On the intralingual untranslatability of a ‘fuchsia goat'

By Georgios Floros (University of Cyprus, Cyprus)

Abstract

This paper examines a particular case of intralingual translation from the Cypriot context, one which tends to push the very notion of translatability to its limits. Specifically, it discusses an immensely popular Greek Cypriot sitcom, Aigia Fuxia [Fuchsia Goat], written in the Cypriot Greek dialect (CGD), and the (im)possibilities of its subtitling into Standard Modern Greek (SMG), which is the variety enjoying official status in Cyprus. The main premise of this paper is that when language itself becomes topical in a translation endeavour, the very text becomes untranslatable, despite the seemingly high degree of translatability implied by an intralingual translation situation.
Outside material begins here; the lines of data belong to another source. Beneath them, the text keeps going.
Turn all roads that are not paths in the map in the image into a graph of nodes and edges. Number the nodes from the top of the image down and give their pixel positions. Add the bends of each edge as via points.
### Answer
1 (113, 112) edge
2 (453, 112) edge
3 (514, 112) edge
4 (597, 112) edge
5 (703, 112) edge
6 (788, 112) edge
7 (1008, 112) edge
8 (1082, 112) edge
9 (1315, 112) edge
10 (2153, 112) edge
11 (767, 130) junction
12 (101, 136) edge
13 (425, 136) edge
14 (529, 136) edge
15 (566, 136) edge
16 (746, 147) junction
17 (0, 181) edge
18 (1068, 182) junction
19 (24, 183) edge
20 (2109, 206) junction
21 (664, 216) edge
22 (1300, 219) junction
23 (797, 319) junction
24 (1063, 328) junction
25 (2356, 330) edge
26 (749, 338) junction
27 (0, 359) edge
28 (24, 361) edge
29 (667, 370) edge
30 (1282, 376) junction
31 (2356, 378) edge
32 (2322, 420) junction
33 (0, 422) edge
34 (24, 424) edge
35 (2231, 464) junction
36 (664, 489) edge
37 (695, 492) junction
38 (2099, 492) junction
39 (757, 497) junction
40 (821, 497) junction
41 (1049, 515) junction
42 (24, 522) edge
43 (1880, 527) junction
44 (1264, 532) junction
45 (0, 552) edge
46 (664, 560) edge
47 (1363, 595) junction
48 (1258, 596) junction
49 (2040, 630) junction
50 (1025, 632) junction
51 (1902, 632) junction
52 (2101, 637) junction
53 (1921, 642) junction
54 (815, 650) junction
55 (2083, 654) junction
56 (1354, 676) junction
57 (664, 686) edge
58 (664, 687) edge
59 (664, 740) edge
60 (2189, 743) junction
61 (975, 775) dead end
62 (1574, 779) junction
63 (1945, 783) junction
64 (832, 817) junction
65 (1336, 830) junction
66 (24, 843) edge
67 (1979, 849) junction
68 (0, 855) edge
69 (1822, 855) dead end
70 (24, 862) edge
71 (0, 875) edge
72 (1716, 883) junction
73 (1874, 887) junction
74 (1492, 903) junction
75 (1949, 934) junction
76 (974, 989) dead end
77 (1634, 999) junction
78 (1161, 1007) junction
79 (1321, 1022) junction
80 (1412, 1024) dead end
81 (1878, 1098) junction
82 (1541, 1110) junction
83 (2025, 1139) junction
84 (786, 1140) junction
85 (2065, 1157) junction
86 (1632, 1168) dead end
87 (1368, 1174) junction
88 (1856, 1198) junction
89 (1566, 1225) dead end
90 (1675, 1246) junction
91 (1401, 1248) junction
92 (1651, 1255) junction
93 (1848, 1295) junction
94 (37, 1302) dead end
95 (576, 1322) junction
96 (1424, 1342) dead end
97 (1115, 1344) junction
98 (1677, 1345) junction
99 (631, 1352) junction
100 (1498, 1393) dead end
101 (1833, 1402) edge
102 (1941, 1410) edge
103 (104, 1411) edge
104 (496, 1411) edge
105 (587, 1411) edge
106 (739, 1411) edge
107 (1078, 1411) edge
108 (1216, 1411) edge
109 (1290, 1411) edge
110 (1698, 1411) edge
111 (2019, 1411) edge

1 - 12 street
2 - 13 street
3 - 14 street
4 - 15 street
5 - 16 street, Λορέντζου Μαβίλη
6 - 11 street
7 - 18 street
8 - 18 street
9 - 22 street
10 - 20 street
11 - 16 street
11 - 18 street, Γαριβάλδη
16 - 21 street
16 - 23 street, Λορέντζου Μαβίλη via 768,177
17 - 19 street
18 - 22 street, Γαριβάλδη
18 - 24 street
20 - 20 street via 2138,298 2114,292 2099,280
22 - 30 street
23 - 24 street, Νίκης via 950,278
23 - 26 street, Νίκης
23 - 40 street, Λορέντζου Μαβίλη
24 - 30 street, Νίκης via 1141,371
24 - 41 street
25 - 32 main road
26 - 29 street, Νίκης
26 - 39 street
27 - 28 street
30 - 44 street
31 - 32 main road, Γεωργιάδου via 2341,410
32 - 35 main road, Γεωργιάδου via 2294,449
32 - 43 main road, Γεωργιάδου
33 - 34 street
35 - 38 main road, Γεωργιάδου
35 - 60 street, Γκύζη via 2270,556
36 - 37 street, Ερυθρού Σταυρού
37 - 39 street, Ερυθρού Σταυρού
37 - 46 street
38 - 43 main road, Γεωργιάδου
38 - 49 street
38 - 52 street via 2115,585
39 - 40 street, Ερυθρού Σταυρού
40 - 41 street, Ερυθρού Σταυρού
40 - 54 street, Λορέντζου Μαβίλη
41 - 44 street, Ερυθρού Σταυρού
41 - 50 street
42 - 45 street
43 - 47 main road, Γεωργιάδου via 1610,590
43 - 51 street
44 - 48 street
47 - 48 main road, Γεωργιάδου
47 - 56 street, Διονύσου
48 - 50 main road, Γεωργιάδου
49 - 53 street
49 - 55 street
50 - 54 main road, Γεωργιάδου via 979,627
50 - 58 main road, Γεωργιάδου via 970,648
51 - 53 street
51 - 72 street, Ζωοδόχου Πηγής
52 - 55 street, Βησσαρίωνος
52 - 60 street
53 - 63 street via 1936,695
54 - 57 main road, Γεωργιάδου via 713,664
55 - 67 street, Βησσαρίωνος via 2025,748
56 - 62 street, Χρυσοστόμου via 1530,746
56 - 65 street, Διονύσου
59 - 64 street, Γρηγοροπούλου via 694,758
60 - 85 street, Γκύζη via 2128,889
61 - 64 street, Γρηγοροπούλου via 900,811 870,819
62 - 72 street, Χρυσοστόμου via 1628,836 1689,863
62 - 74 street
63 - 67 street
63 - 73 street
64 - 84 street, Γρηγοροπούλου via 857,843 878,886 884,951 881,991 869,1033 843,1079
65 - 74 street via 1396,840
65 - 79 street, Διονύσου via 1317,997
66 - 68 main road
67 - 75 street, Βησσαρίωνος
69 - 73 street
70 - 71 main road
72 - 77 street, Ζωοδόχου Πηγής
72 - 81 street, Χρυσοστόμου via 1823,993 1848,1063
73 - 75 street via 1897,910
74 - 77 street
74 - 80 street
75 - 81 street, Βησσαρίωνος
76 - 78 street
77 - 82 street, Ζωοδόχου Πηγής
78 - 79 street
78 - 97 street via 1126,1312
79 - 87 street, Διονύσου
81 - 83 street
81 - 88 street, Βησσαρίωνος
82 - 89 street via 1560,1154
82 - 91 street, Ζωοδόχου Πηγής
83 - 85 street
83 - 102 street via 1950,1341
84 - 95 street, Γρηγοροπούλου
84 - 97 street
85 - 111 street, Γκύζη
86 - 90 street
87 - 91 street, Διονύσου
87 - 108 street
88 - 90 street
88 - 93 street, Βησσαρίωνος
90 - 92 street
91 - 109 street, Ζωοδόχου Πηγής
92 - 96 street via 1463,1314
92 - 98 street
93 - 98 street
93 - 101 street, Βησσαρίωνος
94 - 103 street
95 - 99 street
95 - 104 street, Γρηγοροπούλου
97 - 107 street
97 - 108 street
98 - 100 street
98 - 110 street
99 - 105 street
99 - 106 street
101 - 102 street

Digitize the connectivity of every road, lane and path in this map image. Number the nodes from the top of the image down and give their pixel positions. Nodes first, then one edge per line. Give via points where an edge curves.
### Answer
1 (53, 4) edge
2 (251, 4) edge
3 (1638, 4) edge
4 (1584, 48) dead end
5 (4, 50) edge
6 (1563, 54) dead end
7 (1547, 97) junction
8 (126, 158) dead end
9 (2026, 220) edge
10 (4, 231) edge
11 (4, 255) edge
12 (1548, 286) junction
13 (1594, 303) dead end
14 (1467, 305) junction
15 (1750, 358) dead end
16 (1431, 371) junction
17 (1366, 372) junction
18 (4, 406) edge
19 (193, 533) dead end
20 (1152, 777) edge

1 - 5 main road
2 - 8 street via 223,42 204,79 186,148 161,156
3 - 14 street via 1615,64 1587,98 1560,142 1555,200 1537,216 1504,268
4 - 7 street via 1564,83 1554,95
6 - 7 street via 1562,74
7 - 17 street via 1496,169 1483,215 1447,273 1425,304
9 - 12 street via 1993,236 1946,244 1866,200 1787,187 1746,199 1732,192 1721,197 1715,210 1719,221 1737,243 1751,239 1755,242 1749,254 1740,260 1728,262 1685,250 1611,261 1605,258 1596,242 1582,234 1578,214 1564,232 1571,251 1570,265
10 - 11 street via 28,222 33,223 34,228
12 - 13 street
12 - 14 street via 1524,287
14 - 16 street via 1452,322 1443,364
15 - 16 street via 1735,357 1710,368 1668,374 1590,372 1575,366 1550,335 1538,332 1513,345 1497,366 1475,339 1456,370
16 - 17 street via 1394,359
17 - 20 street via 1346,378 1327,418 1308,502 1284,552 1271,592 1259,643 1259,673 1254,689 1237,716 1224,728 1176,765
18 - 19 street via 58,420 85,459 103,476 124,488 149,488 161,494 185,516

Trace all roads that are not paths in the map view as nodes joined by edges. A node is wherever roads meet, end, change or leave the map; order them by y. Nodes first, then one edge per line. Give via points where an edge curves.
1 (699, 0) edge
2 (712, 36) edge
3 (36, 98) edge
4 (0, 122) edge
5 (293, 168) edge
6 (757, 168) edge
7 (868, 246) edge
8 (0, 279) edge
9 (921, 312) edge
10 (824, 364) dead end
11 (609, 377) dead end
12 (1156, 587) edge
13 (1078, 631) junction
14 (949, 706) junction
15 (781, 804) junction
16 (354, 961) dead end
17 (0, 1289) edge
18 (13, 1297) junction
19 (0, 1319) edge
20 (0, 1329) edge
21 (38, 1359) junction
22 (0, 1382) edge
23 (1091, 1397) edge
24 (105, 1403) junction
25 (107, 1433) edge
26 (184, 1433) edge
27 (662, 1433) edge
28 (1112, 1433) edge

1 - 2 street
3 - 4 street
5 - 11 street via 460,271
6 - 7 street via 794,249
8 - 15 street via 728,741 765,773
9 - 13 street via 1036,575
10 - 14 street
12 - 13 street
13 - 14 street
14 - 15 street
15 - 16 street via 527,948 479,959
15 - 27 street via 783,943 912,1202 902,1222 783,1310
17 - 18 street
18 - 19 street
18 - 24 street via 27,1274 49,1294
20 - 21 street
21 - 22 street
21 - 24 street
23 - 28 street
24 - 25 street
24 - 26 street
Keywords: Intralingual translation, Cypriot Greek dialect CGD, Standard Modern Greek SMG, untranslatability, stylization

©inTRAlinea & Georgios Floros (2016).
"Translating from ‘unofficial’ to ‘official’: On the intralingual untranslatability of a ‘fuchsia goat'"
inTRAlinea Special Issue: The Translation of Dialects in Multimedia III
Edited by: Koloman Brenner & Irmeli Helin
This article can be freely reproduced under Creative Commons License.
Stable URL: https://www.intralinea.org/specials/article/2186

In recent years, there is a growing interest in dialect translation (cf., for example, Federici (ed.) 2011), which is in line with the latest developments in translation studies, regarding, among others, the translation of and for linguistic minorities, postcolonial approaches to translation in terms of power and identity, and the resurgent interest in ethical issues governing and/or affecting translation. Within this context, multimedia translation in all its forms (from more traditional ones, such as subtitling and dubbing, to more recently developed and investigated ones, such as audio description) has become a particularly interesting site for examining dialect translation both in intralingual and interlingual situations (Jakobson 1959). The most important aspects under investigation in the context of translation studies include the use and function of a dialect within a speech community, which in turn affects the choice of strategies/techniques and the concrete linguistic choices for the translation of dialect into dialect (for example, Sánchez 1999), standard into dialect (for example, Findlay 1996; 2000), or dialect into standard (for example, Koletnik and Vahl Lopert 2012), particularly for the theatre (cf., for example, papers in Johnston 1996).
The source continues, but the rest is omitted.